Many of the paintings show Elizabeth wearing not only sumptuous clothing, but also impressive jewellery. Akkerman: ‘Elizabeth was very concerned about making sure she made the right impression. She is often to be seen wearing a particular necklace of pearls. The pearls in question have an impressive provenance, and she used them strategically to reinforce her royal connections.’
Elizabeth Stuart was named after her godmother Queen Elizabeth I. It was as if the militant Queen had risen like a phoenix from her ashes. Elizabeth herself also identified with Queen Elizabeth I: she had portraits made of herself that imitated those of her godmother. Her signature was also an exact replica of that of her famous namesake.

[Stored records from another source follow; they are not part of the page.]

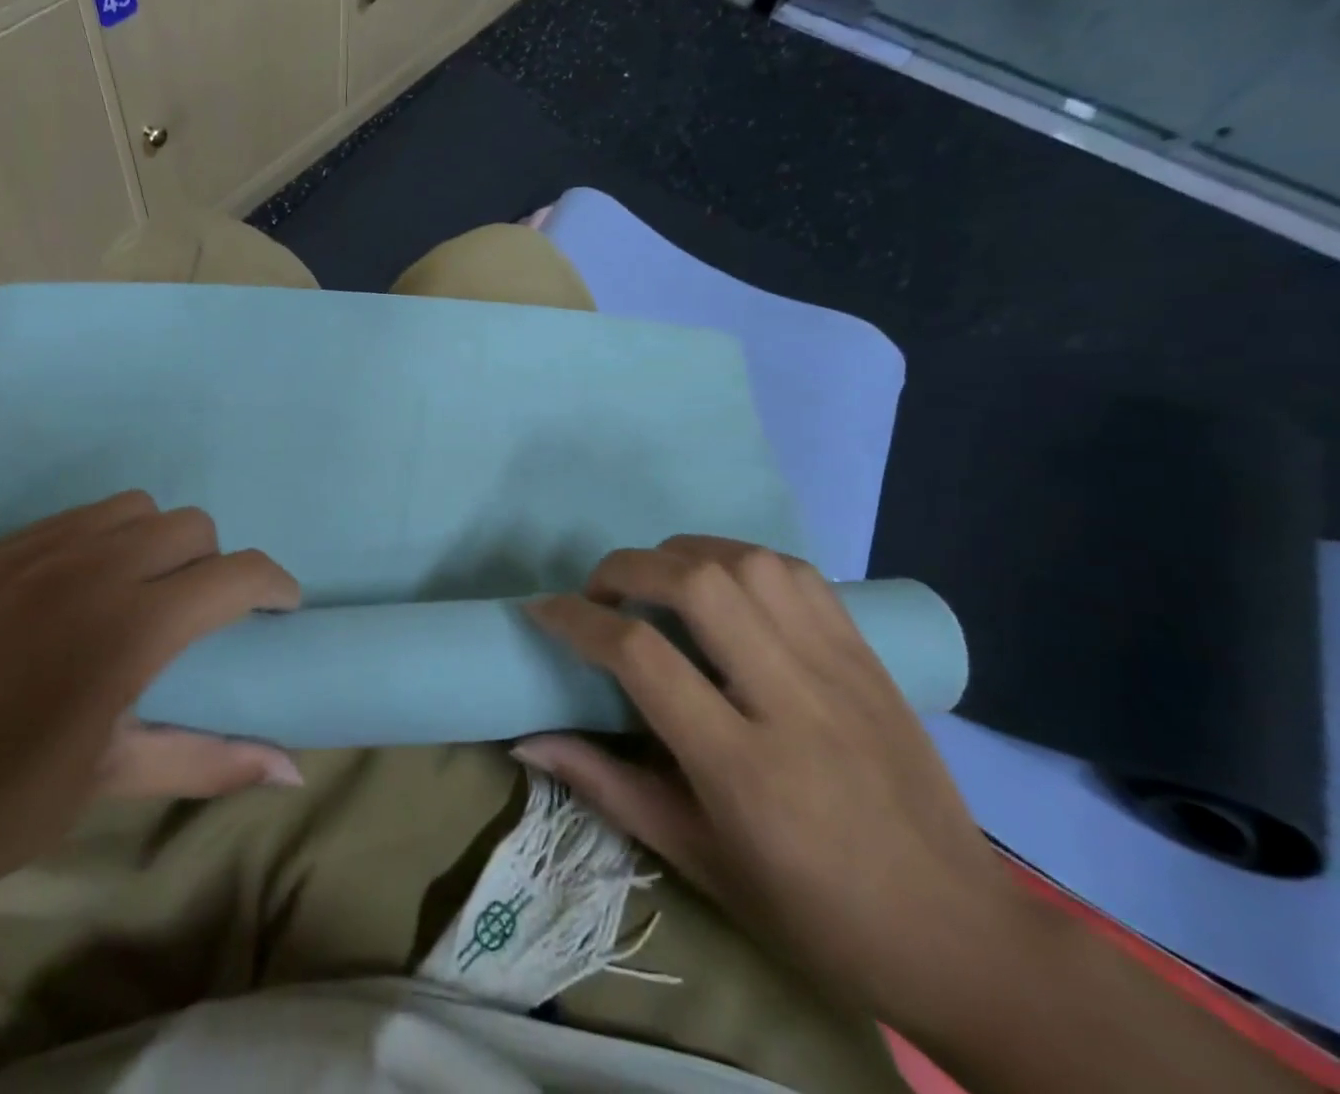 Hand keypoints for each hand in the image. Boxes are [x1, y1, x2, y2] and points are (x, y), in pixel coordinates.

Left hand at [0, 490, 301, 905]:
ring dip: (157, 543)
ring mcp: (37, 551)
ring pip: (135, 508)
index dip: (274, 585)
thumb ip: (211, 760)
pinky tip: (76, 592)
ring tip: (138, 595)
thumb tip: (295, 770)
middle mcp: (93, 569)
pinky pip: (77, 518)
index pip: (236, 574)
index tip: (279, 610)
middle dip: (212, 566)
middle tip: (195, 618)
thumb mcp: (113, 779)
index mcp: (131, 628)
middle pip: (191, 526)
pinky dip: (102, 540)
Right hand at [515, 536, 1027, 1032]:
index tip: (543, 610)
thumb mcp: (698, 861)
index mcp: (743, 767)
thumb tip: (526, 741)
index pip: (640, 656)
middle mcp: (792, 699)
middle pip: (697, 584)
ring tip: (656, 583)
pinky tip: (723, 586)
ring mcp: (838, 668)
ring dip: (683, 555)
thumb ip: (606, 787)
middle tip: (599, 593)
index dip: (576, 620)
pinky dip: (742, 560)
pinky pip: (797, 573)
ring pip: (748, 563)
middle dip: (626, 568)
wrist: (963, 936)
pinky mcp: (868, 655)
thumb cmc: (814, 915)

When Queen Elizabeth I died, King James inherited ‘six long pearl necklaces with 25 pearls as big as nutmegs’ and ‘7 large single pearls for earrings and dress ornaments’. Queen Elizabeth inherited these from James’s mother and Elizabeth’s grandmother, Mary Queen of Scots, when she was sentenced to death. After James died, they were passed on to Elizabeth Stuart. By having her portrait painted wearing the pearls, that were so well-known as a result of the Armada portrait of Queen Elizabeth I, Elizabeth Stuart reinforces the comparison with her illustrious predecessor.

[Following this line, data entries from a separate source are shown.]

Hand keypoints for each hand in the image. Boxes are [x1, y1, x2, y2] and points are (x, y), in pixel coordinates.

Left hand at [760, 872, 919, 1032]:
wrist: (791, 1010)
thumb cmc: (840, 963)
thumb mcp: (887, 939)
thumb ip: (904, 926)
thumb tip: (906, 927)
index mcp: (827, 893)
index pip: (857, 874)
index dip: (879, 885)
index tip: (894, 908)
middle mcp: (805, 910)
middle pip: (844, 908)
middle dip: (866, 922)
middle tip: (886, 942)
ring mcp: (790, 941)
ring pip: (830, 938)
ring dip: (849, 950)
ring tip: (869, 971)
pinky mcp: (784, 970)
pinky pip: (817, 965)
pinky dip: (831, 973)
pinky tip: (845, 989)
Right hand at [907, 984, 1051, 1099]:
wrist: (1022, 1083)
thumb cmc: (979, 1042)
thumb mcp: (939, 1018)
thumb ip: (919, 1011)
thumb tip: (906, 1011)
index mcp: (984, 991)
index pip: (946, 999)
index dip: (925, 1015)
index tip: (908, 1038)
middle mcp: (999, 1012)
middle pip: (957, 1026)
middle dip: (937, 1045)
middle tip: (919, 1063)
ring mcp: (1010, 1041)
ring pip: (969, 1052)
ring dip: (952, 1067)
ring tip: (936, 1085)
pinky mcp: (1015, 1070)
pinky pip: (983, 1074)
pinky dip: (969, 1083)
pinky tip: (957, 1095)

(Text by Dr Nadine Akkerman accompanying the above painting of Elizabeth wearing the pearls in question)
Akkerman’s work on early modern women’s studies is rapidly gaining recognition. She is currently a permanent visiting scholar in the research group of eminent British Professor of Renaissance Studies at University College Leiden Lisa Jardine. Akkerman has also been asked by Oxford University Press to write a biography of Elizabeth Stuart. She is keen to get started, but it will have to wait until her current project on Female Spies has been completed. That will be in 2015 or thereabouts.
(12 March 2013 / MLH)
Tentoonstelling Frederik & Elizabeth (article LUCAS website, in Dutch)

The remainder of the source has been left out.